Letter from my sofa

Over breakfast, Peter looked up from the paper to tell me that the New York Times has a word for what I do all day: “doomsurfing.” The trouble is that it’s hard to look away from a threat. Over the last few years, I have had bouts of being able to stay off social media that have lasted sometimes for months at a time, but in danger my instinct is to look at the danger, and after being stuck in the apartment for a week and a half, I can’t resist even a polluted conduit to friends and acquaintances. To judge by anguished emails from friends, I’m not the only person with this affliction. I suspect that writers are by inclination unusually susceptible to it.

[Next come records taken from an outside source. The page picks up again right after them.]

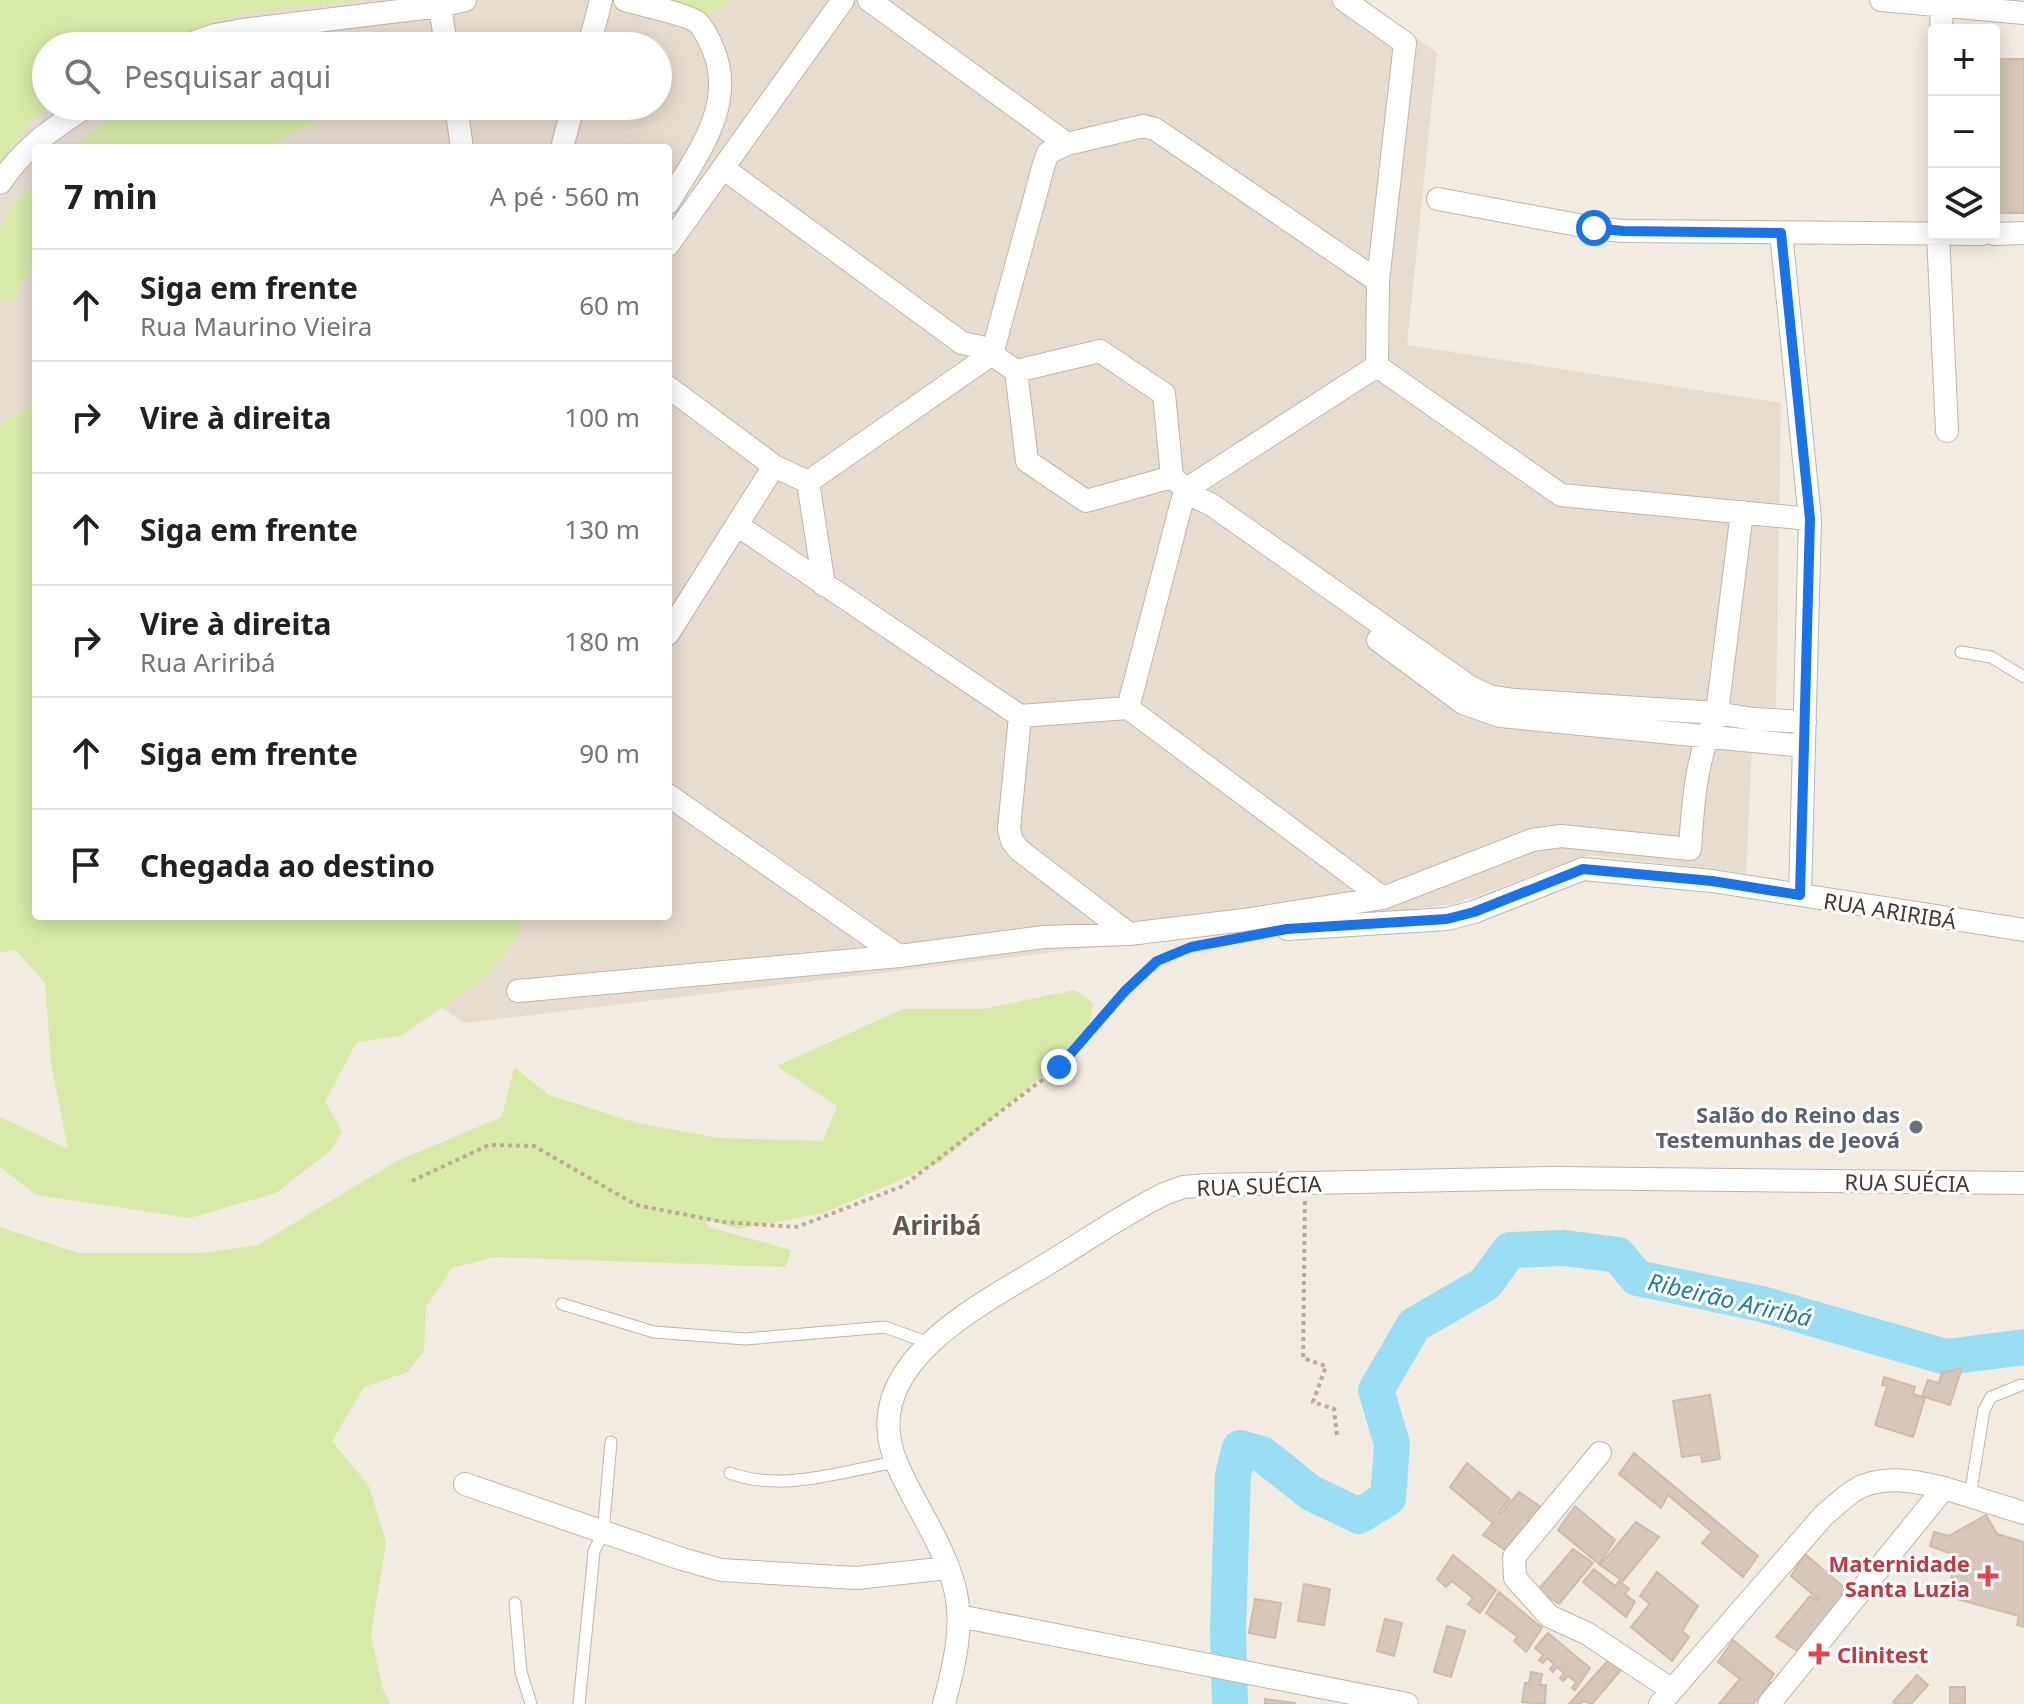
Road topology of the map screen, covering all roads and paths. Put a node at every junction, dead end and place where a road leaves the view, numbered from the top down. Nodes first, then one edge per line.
1 (465, 0) edge
2 (601, 0) edge
3 (625, 0) edge
4 (843, 0) edge
5 (869, 0) edge
6 (1344, 0) edge
7 (1881, 0) edge
8 (440, 6) junction
9 (1942, 6) junction
10 (2024, 13) edge
11 (1941, 24) edge
12 (232, 32) edge
13 (444, 32) edge
14 (593, 32) edge
15 (66, 120) edge
16 (458, 120) edge
17 (569, 120) edge
18 (461, 144) edge
19 (563, 144) edge
20 (1067, 144) junction
21 (727, 162) junction
22 (0, 183) edge
23 (672, 196) edge
24 (1438, 199) dead end
25 (1781, 233) junction
26 (2024, 233) edge
27 (1928, 234) edge
28 (2000, 234) edge
29 (672, 239) edge
30 (1938, 240) edge
31 (1378, 281) junction
32 (987, 351) junction
33 (1377, 366) junction
34 (1016, 371) junction
35 (672, 390) edge
36 (1947, 431) dead end
37 (774, 466) junction
38 (808, 482) junction
39 (1184, 488) junction
40 (1742, 512) junction
41 (1810, 519) junction
42 (737, 525) junction
43 (824, 585) junction
44 (672, 628) edge
45 (1961, 652) dead end
46 (2024, 677) edge
47 (1128, 708) junction
48 (1717, 713) junction
49 (1020, 716) junction
50 (1805, 722) junction
51 (1707, 734) junction
52 (1731, 740) junction
53 (1804, 746) junction
54 (1694, 783) junction
55 (672, 798) edge
56 (1800, 895) junction
57 (1383, 898) junction
58 (1287, 929) dead end
59 (2024, 930) edge
60 (1129, 934) junction
61 (1191, 947) dead end
62 (899, 956) junction
63 (518, 991) dead end
64 (412, 1181) dead end
65 (1305, 1183) junction
66 (2024, 1183) edge
67 (562, 1304) dead end
68 (929, 1343) junction
69 (2021, 1385) dead end
70 (1337, 1436) dead end
71 (611, 1442) dead end
72 (1600, 1453) dead end
73 (896, 1462) junction
74 (730, 1473) dead end
75 (465, 1484) dead end
76 (1944, 1488) junction
77 (1970, 1496) junction
78 (2024, 1513) edge
79 (603, 1533) junction
80 (948, 1568) junction
81 (515, 1603) dead end
82 (959, 1616) junction
83 (1666, 1697) edge
84 (531, 1704) edge
85 (579, 1704) edge
86 (944, 1704) edge
87 (1407, 1704) edge
88 (1769, 1704) edge

1 - 8 street
2 - 14 street
3 - 23 street
4 - 21 street
5 - 20 street
6 - 31 street
7 - 9 street
8 - 12 street
8 - 13 street
9 - 10 street
9 - 11 street
15 - 22 street
16 - 18 street
17 - 19 street
20 - 31 street
20 - 32 street
21 - 29 street
21 - 32 street
24 - 25 street
25 - 27 street
25 - 41 street
26 - 28 street
30 - 36 street
31 - 33 street
32 - 34 street
32 - 38 street
33 - 39 street
33 - 40 street
34 - 39 street
34 - 39 street
35 - 37 street
37 - 38 street
37 - 42 street
38 - 43 street
39 - 47 street
39 - 48 street
39 - 51 street
40 - 41 street
40 - 48 street
41 - 50 street
42 - 43 street
42 - 44 street
43 - 49 street
45 - 46 lane
47 - 49 street
47 - 57 street
48 - 50 street
48 - 51 street
49 - 60 street
50 - 53 street
51 - 52 street
51 - 54 street
52 - 53 street
52 - 54 street
53 - 56 street
54 - 57 street
55 - 62 street
56 - 58 street, RUA ARIRIBÁ
56 - 59 street, RUA ARIRIBÁ
57 - 60 street
60 - 62 street
61 - 64 path
62 - 63 street
65 - 66 street, RUA SUÉCIA
65 - 68 street, RUA SUÉCIA
65 - 70 path
67 - 68 lane
68 - 73 street, RUA SUÉCIA
69 - 77 lane
71 - 79 lane
72 - 83 street
73 - 74 lane
73 - 80 street, RUA SUÉCIA
75 - 79 street
76 - 77 street
76 - 83 street
76 - 88 street
77 - 78 street
79 - 80 street
79 - 85 lane
80 - 82 street, RUA SUÉCIA
81 - 84 lane
82 - 86 street, RUA SUÉCIA
82 - 87 street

“I need you to be on the team,” Peter said to me, an hour or two ago, when I interrupted his workday to tell him that Trump was bound to fire Fauci in a few days, if an interview that Fauci gave to Science magazine is any indication. Peter was repeating a sentence that I, insufferably, had said to him a few days earlier, when it had been his turn to spiral into anxiety. Another thing I’ve been hearing, in emails and in conversations with fellow dog walkers, is that longterm couples are having fights. Monogamy isn’t a strong enough word for the new cohabitation. On Saturday, Peter and I had a tiff because I wanted to take a long bike ride, and he felt he ought to go on it with me even though he’s not a fan of outer-borough biking. Halfway down Coney Island Avenue, we arrived the hard way at the realization that if we’re with each other 24/7, there’s no need for us to treat weekends as a special province of togetherness; it’s okay to do our own things.

Last week, when the mayor finally got around to advising people to stay in, I had the idea of writing a post on this blog that was going to say, Hey, guys, as a writer, I’ve been living the social distancing life for years, persisting for days and days without talking to anyone but husband and dog, and I think I should warn you. I didn’t, though, because the warning was just going to be depressing, namely, that after a few days of not seeing anyone but your significant other, you start to wonder what the point of your existence is, and to take irregularly timed naps, and to swing out into distant extravagances of mood. When you share physical space with groups of other people, you use them to keep your balance, and they use you to keep theirs, without anyone even necessarily being conscious of the use. A significant other goes a long way toward helping keep one’s balance but not far enough. One seems to need contact with a number of people sufficiently large to allow one to touch a kind of impersonality in person form. Joining a Cross Fit gym last fall helped give me this kind of regular challenging contact with other people, in a group that was structured but not controlled, but the city closed all gyms last Monday. I was probably the only person in New York City who sympathized with Mayor De Blasio’s profligate decision to go for one last workout. Online classes have been enjoyable but not quite the same. The separate physical space of the class provided a social affordance for slightly antisocial impulses, like showing off and competitiveness, a permission not quite extended when one is watching and repeating the movements from inside one’s domestic space. Over the years, I learned to recognize the early warning signs of too much isolation: irritability, weepiness, paranoid thinking. This tweet is really about me and it pisses me off and omg I think I’m going to cry! Now that I’ve shared what I know about the hazards of social distance, you see why I didn’t want to tell you: I don’t have a remedy. My remedy was always: you’re getting both squirrelly and dour, Caleb, which means it’s time to make plans to meet other people face-to-face. This weekend everybody suddenly seemed to be using the telephone again; maybe the phone will be a resource, and I for one am willing to give teleconferencing a try. But it’s possible that we’re all just going to have to suffer for a while, in separate cells. That’s going to suck.

We are social animals. Even in our isolations, everyone seems to be taking the same steps further into isolation at roughly the same time. There was the day when the directive to stay home made it hard to find alternate side parking because everyone was home and was on the spot to zip into the available parking spots. And then there was the day when it was easy, because everyone with a country house had absconded to it. “Love ya!” a neighbor shouted to me, yesterday morning, as she took the stairs instead of sharing the elevator with me, because yesterday was the day that everyone decided not to share the elevator anymore. It was also the day that strangers became wary of petting our dog. Just as a couple of days before was the day when it became not optional but required to wipe down the grocery cart handle.

I should end this post by making it clear that I understand sheltering in place to be as necessary as it is difficult. A friend who’s a young doctor, running a COVID-19 unit at a hospital in the city, wrote to me in an email yesterday: “Please do be very careful—I know that anecdote is not data and that I’m seeing precisely the worst cases, but I’ve just seen far too many intubations of otherwise healthy people over the past couple weeks, including some younger than me.” Another friend relays that a doctor-friend of his called last night to say that work in a hospital now feels like service in wartime. Confinement to the sofa may be durance vile, but it is the least that those of us not on the front lines can do.